━━━ SUPPLIED RECORDS ━━━
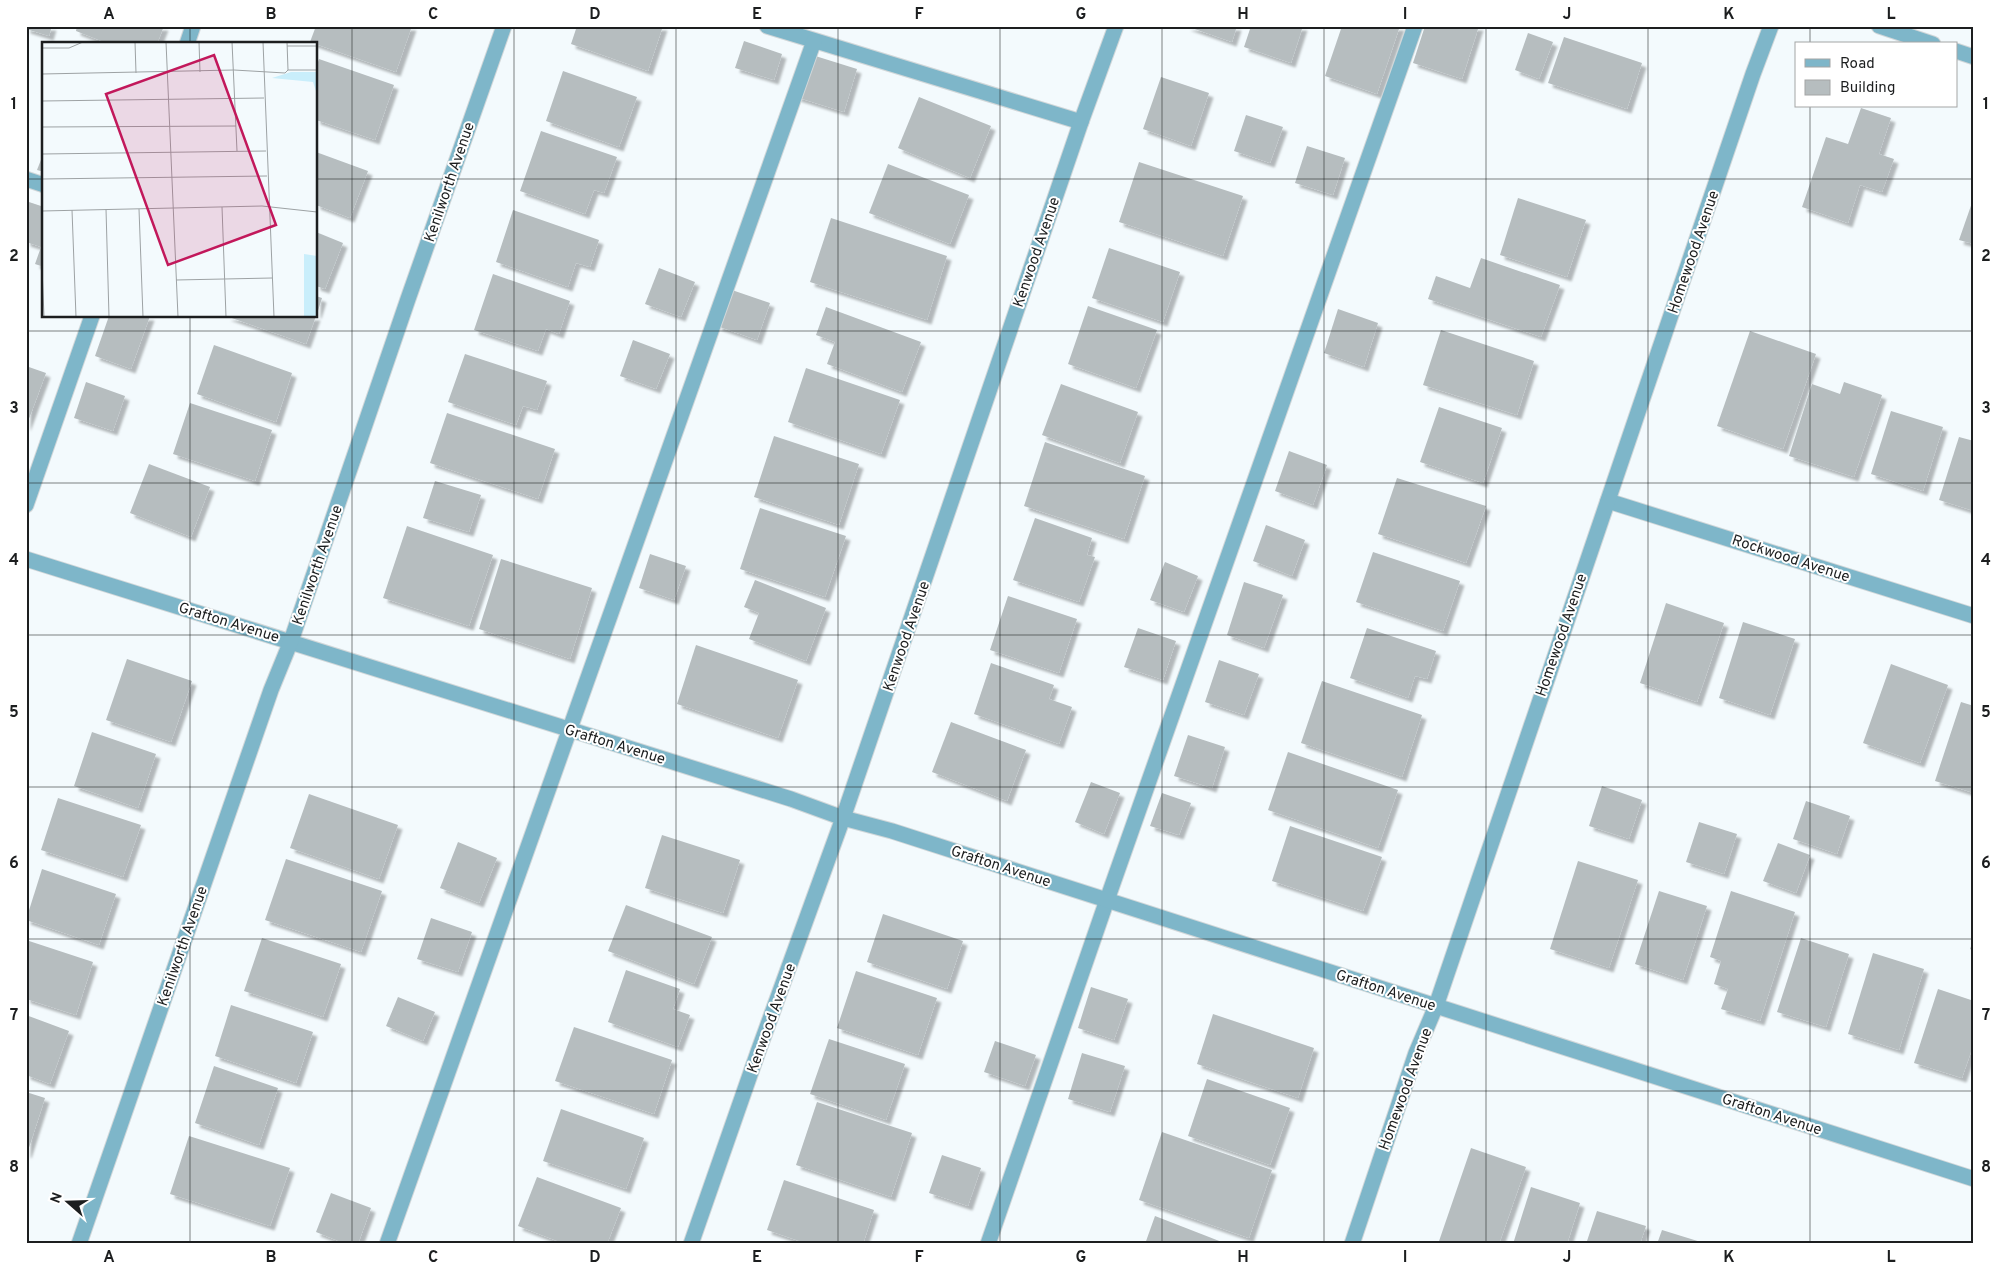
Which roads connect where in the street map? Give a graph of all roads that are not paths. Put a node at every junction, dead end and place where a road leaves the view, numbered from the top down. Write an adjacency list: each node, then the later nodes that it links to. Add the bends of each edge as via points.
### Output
1 (193, 26): 8 (street)
2 (504, 26): 21 (street, Kenilworth Avenue)
3 (767, 26): 9 (street)
4 (1116, 26): 13 (street, Kenwood Avenue)
5 (1415, 26): 24 (street)
6 (1771, 26): 17 (street, Homewood Avenue)
7 (1879, 26): 10 (street)
8 (188, 42)
9 (814, 42): 13 (street); 22 (street)
10 (1927, 42)
11 (1958, 52): 12 (street)
12 (1974, 57)
13 (1081, 122): 23 (street, Kenwood Avenue)
14 (26, 179): 15 (street)
15 (42, 184)
16 (91, 318): 18 (street)
17 (1608, 501): 20 (street, Rockwood Avenue); 25 (street, Homewood Avenue)
18 (26, 505)
19 (26, 559): 21 (street, Grafton Avenue)
20 (1974, 616)
21 (291, 642): 22 (street, Grafton Avenue); 27 (street, Kenilworth Avenue, via 271,690)
22 (569, 729): 23 (street, Grafton Avenue); 28 (street)
23 (843, 818): 24 (street, Grafton Avenue); 29 (street, Kenwood Avenue)
24 (1107, 900): 25 (street, Grafton Avenue); 30 (street)
25 (1436, 1006): 26 (street, Grafton Avenue); 31 (street, Homewood Avenue, via 1416,1053)
26 (1974, 1179)
27 (79, 1244)
28 (387, 1244)
29 (691, 1244)
30 (988, 1244)
31 (1352, 1244)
━━━
→ **EXERCISE BRIEF**:
Each record should be written out exactly, and each image should be omitted.

→ **TASK RESULT**:
Which roads connect where in the street map? Give a graph of all roads that are not paths. Put a node at every junction, dead end and place where a road leaves the view, numbered from the top down. Write an adjacency list: each node, then the later nodes that it links to. Add the bends of each edge as via points.
### Output
1 (193, 26): 8 (street)
2 (504, 26): 21 (street, Kenilworth Avenue)
3 (767, 26): 9 (street)
4 (1116, 26): 13 (street, Kenwood Avenue)
5 (1415, 26): 24 (street)
6 (1771, 26): 17 (street, Homewood Avenue)
7 (1879, 26): 10 (street)
8 (188, 42)
9 (814, 42): 13 (street); 22 (street)
10 (1927, 42)
11 (1958, 52): 12 (street)
12 (1974, 57)
13 (1081, 122): 23 (street, Kenwood Avenue)
14 (26, 179): 15 (street)
15 (42, 184)
16 (91, 318): 18 (street)
17 (1608, 501): 20 (street, Rockwood Avenue); 25 (street, Homewood Avenue)
18 (26, 505)
19 (26, 559): 21 (street, Grafton Avenue)
20 (1974, 616)
21 (291, 642): 22 (street, Grafton Avenue); 27 (street, Kenilworth Avenue, via 271,690)
22 (569, 729): 23 (street, Grafton Avenue); 28 (street)
23 (843, 818): 24 (street, Grafton Avenue); 29 (street, Kenwood Avenue)
24 (1107, 900): 25 (street, Grafton Avenue); 30 (street)
25 (1436, 1006): 26 (street, Grafton Avenue); 31 (street, Homewood Avenue, via 1416,1053)
26 (1974, 1179)
27 (79, 1244)
28 (387, 1244)
29 (691, 1244)
30 (988, 1244)
31 (1352, 1244)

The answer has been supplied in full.